Instructions for the task – From the entries below, copy each line in which the word "Myrtle" occurs.

Source records –
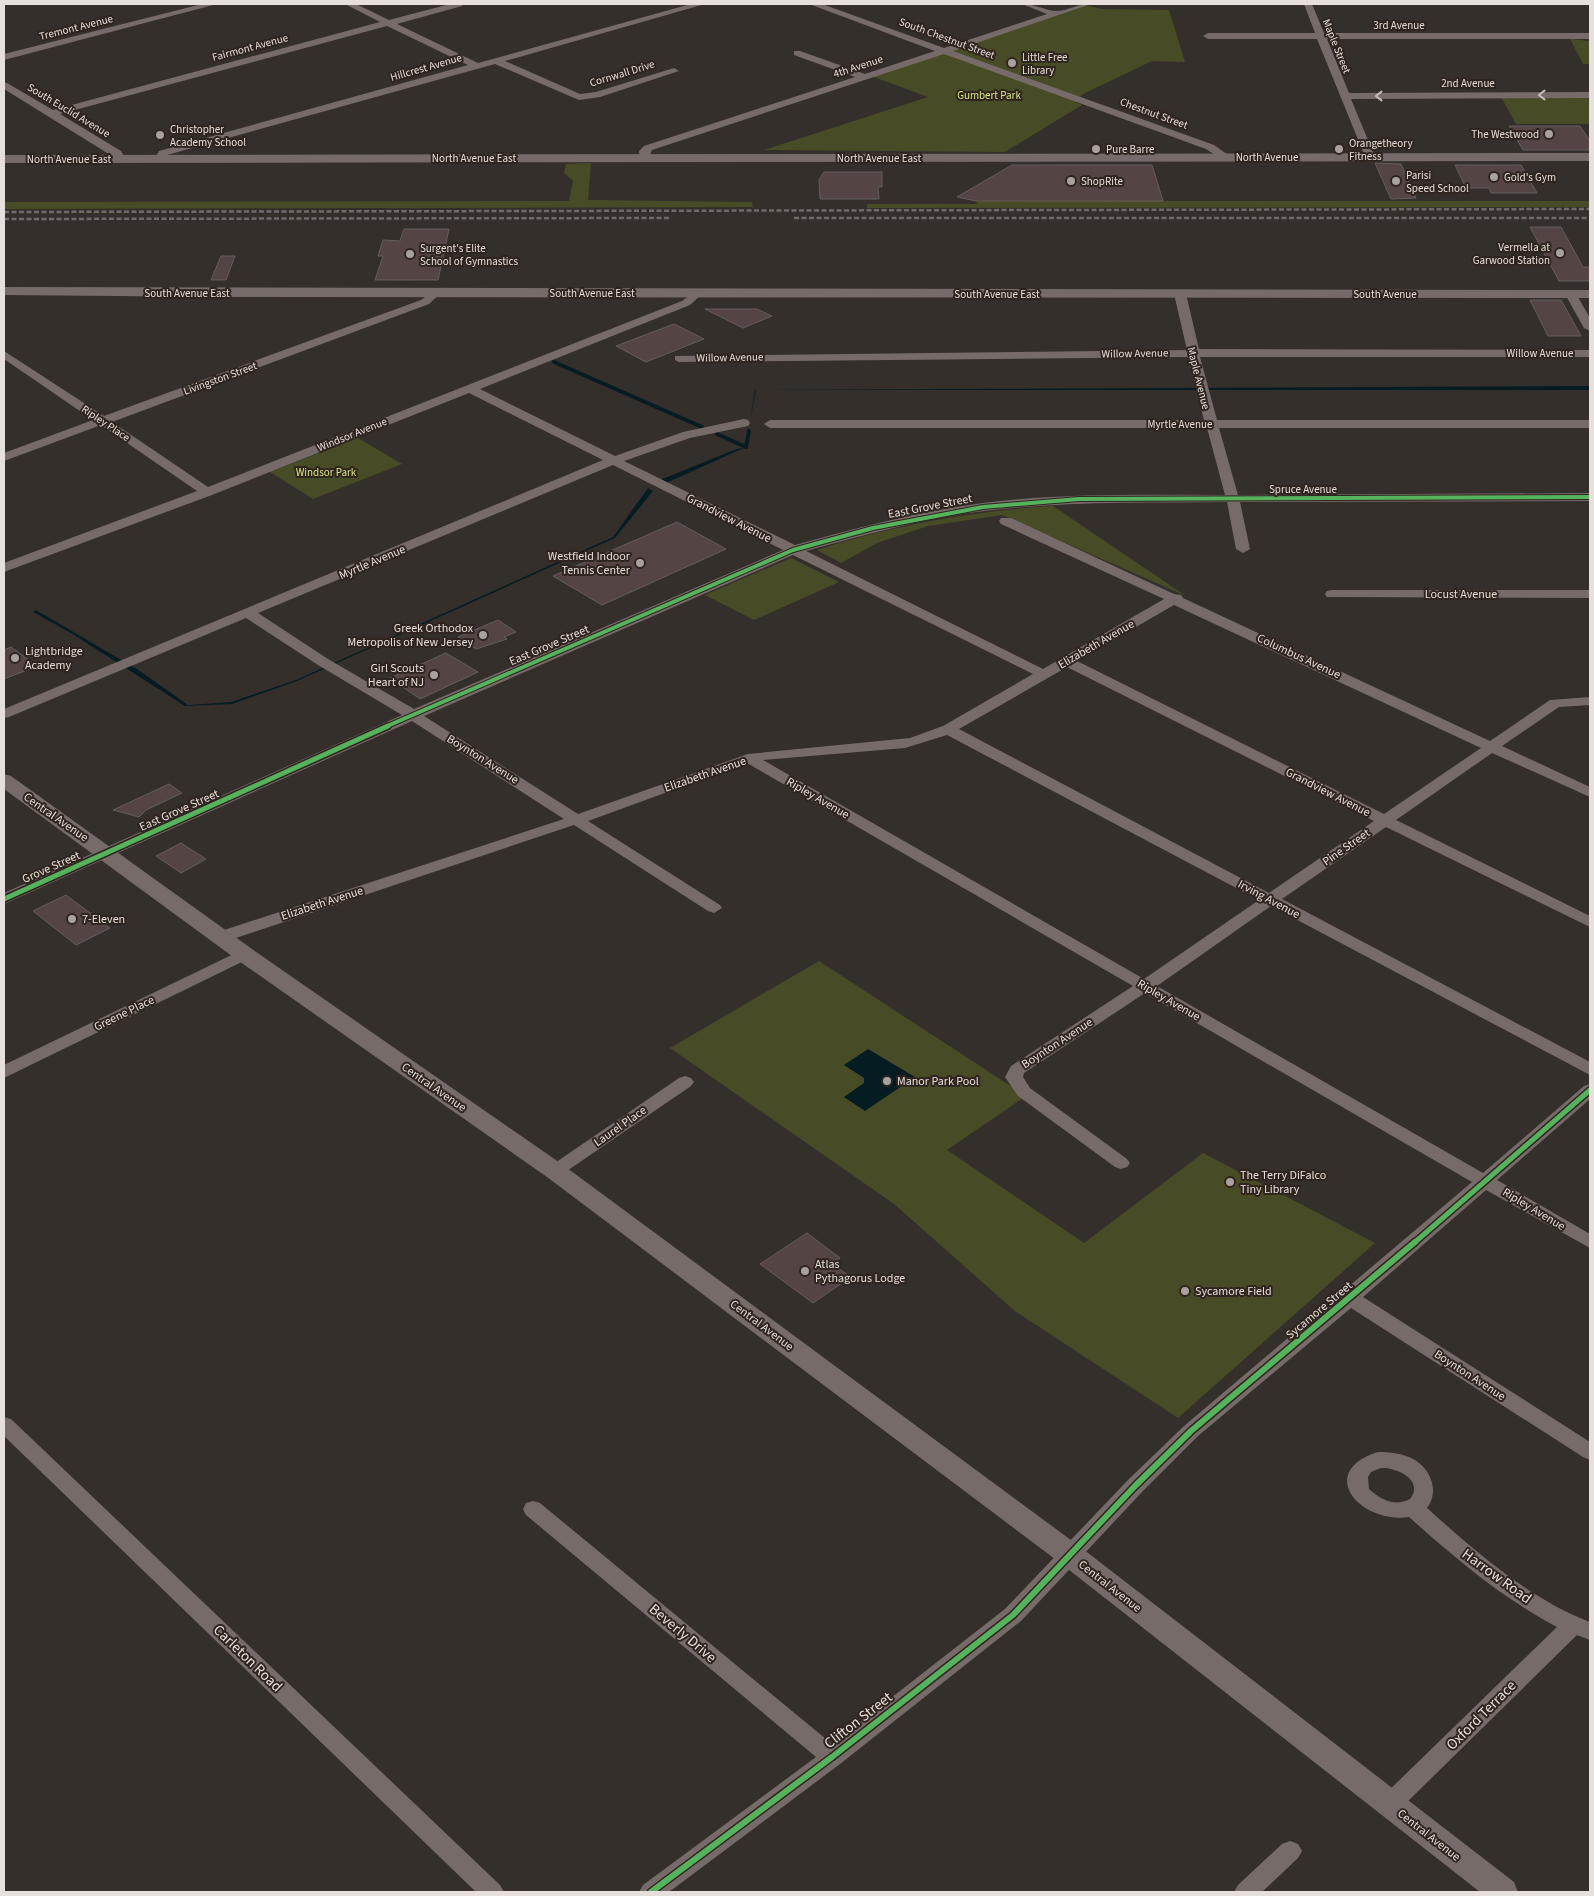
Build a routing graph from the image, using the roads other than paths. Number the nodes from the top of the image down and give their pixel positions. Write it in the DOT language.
graph roads {
  1 [pos="212,4"];
  2 [pos="349,4"];
  3 [pos="459,4"];
  4 [pos="700,4"];
  5 [pos="814,4"];
  6 [pos="1026,4"];
  7 [pos="1087,4"];
  8 [pos="1308,4"];
  9 [pos="1056,14"];
  10 [pos="387,23"];
  11 [pos="1208,36"];
  12 [pos="1321,36"];
  13 [pos="1590,36"];
  14 [pos="945,51"];
  15 [pos="797,53"];
  16 [pos="4,57"];
  17 [pos="495,60"];
  18 [pos="477,66"];
  19 [pos="674,71"];
  20 [pos="865,77"];
  21 [pos="4,85"];
  22 [pos="1590,95"];
  23 [pos="1071,96"];
  24 [pos="1345,96"];
  25 [pos="49,114"];
  26 [pos="1226,157"];
  27 [pos="1370,157"];
  28 [pos="1590,157"];
  29 [pos="120,158"];
  30 [pos="160,158"];
  31 [pos="644,158"];
  32 [pos="943,158"];
  33 [pos="4,159"];
  34 [pos="4,291"];
  35 [pos="434,293"];
  36 [pos="696,294"];
  37 [pos="1180,294"];
  38 [pos="1571,294"];
  39 [pos="1590,294"];
  40 [pos="1590,328"];
  41 [pos="1193,353"];
  42 [pos="1590,353"];
  43 [pos="4,354"];
  44 [pos="680,358"];
  45 [pos="469,388"];
  46 [pos="103,421"];
  47 [pos="744,423"];
  48 [pos="770,424"];
  49 [pos="1211,424"];
  50 [pos="1590,424"];
  51 [pos="4,457"];
  52 [pos="614,460"];
  53 [pos="207,492"];
  54 [pos="1590,497"];
  55 [pos="1234,499"];
  56 [pos="1016,505"];
  57 [pos="1006,521"];
  58 [pos="1243,549"];
  59 [pos="793,550"];
  60 [pos="4,568"];
  61 [pos="1332,594"];
  62 [pos="1590,594"];
  63 [pos="1176,598"];
  64 [pos="248,613"];
  65 [pos="1066,661"];
  66 [pos="1043,674"];
  67 [pos="1590,701"];
  68 [pos="4,714"];
  69 [pos="414,715"];
  70 [pos="948,729"];
  71 [pos="1492,748"];
  72 [pos="748,758"];
  73 [pos="4,780"];
  74 [pos="1590,793"];
  75 [pos="578,819"];
  76 [pos="1385,821"];
  77 [pos="106,853"];
  78 [pos="4,899"];
  79 [pos="1270,900"];
  80 [pos="714,908"];
  81 [pos="1590,922"];
  82 [pos="220,937"];
  83 [pos="244,954"];
  84 [pos="1145,986"];
  85 [pos="1590,1069"];
  86 [pos="4,1072"];
  87 [pos="685,1082"];
  88 [pos="1590,1090"];
  89 [pos="1121,1163"];
  90 [pos="555,1171"];
  91 [pos="1484,1180"];
  92 [pos="1590,1242"];
  93 [pos="1350,1298"];
  94 [pos="4,1424"];
  95 [pos="1590,1452"];
  96 [pos="1413,1508"];
  97 [pos="533,1509"];
  98 [pos="1069,1554"];
  99 [pos="1581,1628"];
  100 [pos="832,1756"];
  101 [pos="1390,1804"];
  102 [pos="1290,1851"];
  103 [pos="492,1892"];
  104 [pos="651,1892"];
  105 [pos="1246,1892"];
  106 [pos="1503,1892"];
  1 -- 16 [label="street, Tremont Avenue"];
  2 -- 10 [label="street"];
  3 -- 10 [label="street, Fairmont Avenue"];
  4 -- 17 [label="street, Hillcrest Avenue"];
  5 -- 14 [label="street, South Chestnut Street"];
  6 -- 9 [label="street"];
  7 -- 9 [label="street, 4th Avenue"];
  8 -- 12 [label="street, Maple Street"];
  9 -- 14 [label="street, 4th Avenue"];
  10 -- 18 [label="street"];
  10 -- 25 [label="street, Fairmont Avenue"];
  11 -- 12 [label="street, 3rd Avenue"];
  12 -- 13 [label="street, 3rd Avenue"];
  12 -- 24 [label="street, Maple Street"];
  14 -- 20 [label="street, 4th Avenue"];
  14 -- 23 [label="street, South Chestnut Street"];
  15 -- 20 [label="street"];
  17 -- 18 [label="street, Hillcrest Avenue"];
  17 -- 19 [label="street, Cornwall Drive"];
  18 -- 30 [label="street, Hillcrest Avenue"];
  20 -- 31 [label="street, 4th Avenue"];
  21 -- 25 [label="street, South Euclid Avenue"];
  22 -- 24 [label="street, 2nd Avenue, one-way"];
  23 -- 26 [label="street, Chestnut Street"];
  24 -- 27 [label="street"];
  25 -- 29 [label="street, South Euclid Avenue"];
  26 -- 27 [label="main road, North Avenue"];
  26 -- 32 [label="main road, North Avenue"];
  27 -- 28 [label="main road, North Avenue"];
  29 -- 30 [label="main road, North Avenue East"];
  29 -- 33 [label="main road, North Avenue East"];
  30 -- 31 [label="main road, North Avenue East"];
  31 -- 32 [label="main road, North Avenue East"];
  34 -- 35 [label="main road, South Avenue East"];
  35 -- 36 [label="main road, South Avenue East"];
  35 -- 46 [label="street, Livingston Street"];
  36 -- 37 [label="main road, South Avenue East"];
  36 -- 45 [label="street, Windsor Avenue"];
  37 -- 38 [label="main road, South Avenue"];
  37 -- 41 [label="street, Maple Avenue"];
  38 -- 39 [label="main road, South Avenue"];
  38 -- 40 [label="street"];
  41 -- 42 [label="street, Willow Avenue"];
  41 -- 44 [label="street, Willow Avenue"];
  41 -- 49 [label="street, Maple Avenue"];
  43 -- 46 [label="street, Ripley Place"];
  45 -- 52 [label="street, Grandview Avenue"];
  45 -- 53 [label="street, Windsor Avenue"];
  46 -- 51 [label="street, Livingston Street"];
  46 -- 53 [label="street, Ripley Place"];
  47 -- 52 [label="street, Myrtle Avenue"];
  48 -- 49 [label="street, Myrtle Avenue"];
  49 -- 50 [label="street, Myrtle Avenue"];
  49 -- 55 [label="street, Maple Avenue"];
  52 -- 59 [label="street, Grandview Avenue"];
  52 -- 64 [label="street, Myrtle Avenue"];
  53 -- 60 [label="street, Windsor Avenue"];
  54 -- 55 [label="street, Spruce Avenue"];
  55 -- 56 [label="street, Spruce Avenue"];
  55 -- 58 [label="street, Maple Avenue"];
  56 -- 59 [label="street, East Grove Street"];
  57 -- 63 [label="street, Columbus Avenue"];
  59 -- 66 [label="street, Grandview Avenue"];
  59 -- 69 [label="street, East Grove Street"];
  61 -- 62 [label="street, Locust Avenue"];
  63 -- 65 [label="street, Elizabeth Avenue"];
  63 -- 71 [label="street, Columbus Avenue"];
  64 -- 68 [label="street, Myrtle Avenue"];
  64 -- 69 [label="street, Boynton Avenue"];
  65 -- 66 [label="street, Elizabeth Avenue"];
  65 -- 76 [label="street, Grandview Avenue"];
  66 -- 70 [label="street, Elizabeth Avenue"];
  67 -- 71 [label="street, Pine Street"];
  69 -- 75 [label="street, Boynton Avenue"];
  69 -- 77 [label="street, East Grove Street"];
  70 -- 72 [label="street, Elizabeth Avenue"];
  70 -- 79 [label="street, Irving Avenue"];
  71 -- 74 [label="street, Columbus Avenue"];
  71 -- 76 [label="street, Pine Street"];
  72 -- 75 [label="street, Elizabeth Avenue"];
  72 -- 84 [label="street, Ripley Avenue"];
  73 -- 77 [label="main road, Central Avenue"];
  75 -- 80 [label="street, Boynton Avenue"];
  75 -- 82 [label="street, Elizabeth Avenue"];
  76 -- 79 [label="street, Pine Street"];
  76 -- 81 [label="street, Grandview Avenue"];
  77 -- 78 [label="street, Grove Street"];
  77 -- 82 [label="main road, Central Avenue"];
  79 -- 84 [label="street, Pine Street"];
  79 -- 85 [label="street, Irving Avenue"];
  82 -- 83 [label="main road, Central Avenue"];
  83 -- 86 [label="street, Greene Place"];
  83 -- 90 [label="main road, Central Avenue"];
  84 -- 89 [label="street, Boynton Avenue"];
  84 -- 91 [label="street, Ripley Avenue"];
  87 -- 90 [label="street, Laurel Place"];
  88 -- 91 [label="street, Sycamore Street"];
  90 -- 98 [label="main road, Central Avenue"];
  91 -- 92 [label="street, Ripley Avenue"];
  91 -- 93 [label="street, Sycamore Street"];
  93 -- 95 [label="street, Boynton Avenue"];
  93 -- 98 [label="street, Sycamore Street"];
  94 -- 103 [label="street, Carleton Road"];
  96 -- 99 [label="street, Harrow Road"];
  97 -- 100 [label="street, Beverly Drive"];
  98 -- 100 [label="street, Clifton Street"];
  98 -- 101 [label="main road, Central Avenue"];
  99 -- 101 [label="street, Oxford Terrace"];
  100 -- 104 [label="street, Clifton Street"];
  101 -- 106 [label="main road, Central Avenue"];
  102 -- 105 [label="street"];
}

Worked solution –
  47 -- 52 [label="street, Myrtle Avenue"];
  48 -- 49 [label="street, Myrtle Avenue"];
  49 -- 50 [label="street, Myrtle Avenue"];
  52 -- 64 [label="street, Myrtle Avenue"];
  64 -- 68 [label="street, Myrtle Avenue"];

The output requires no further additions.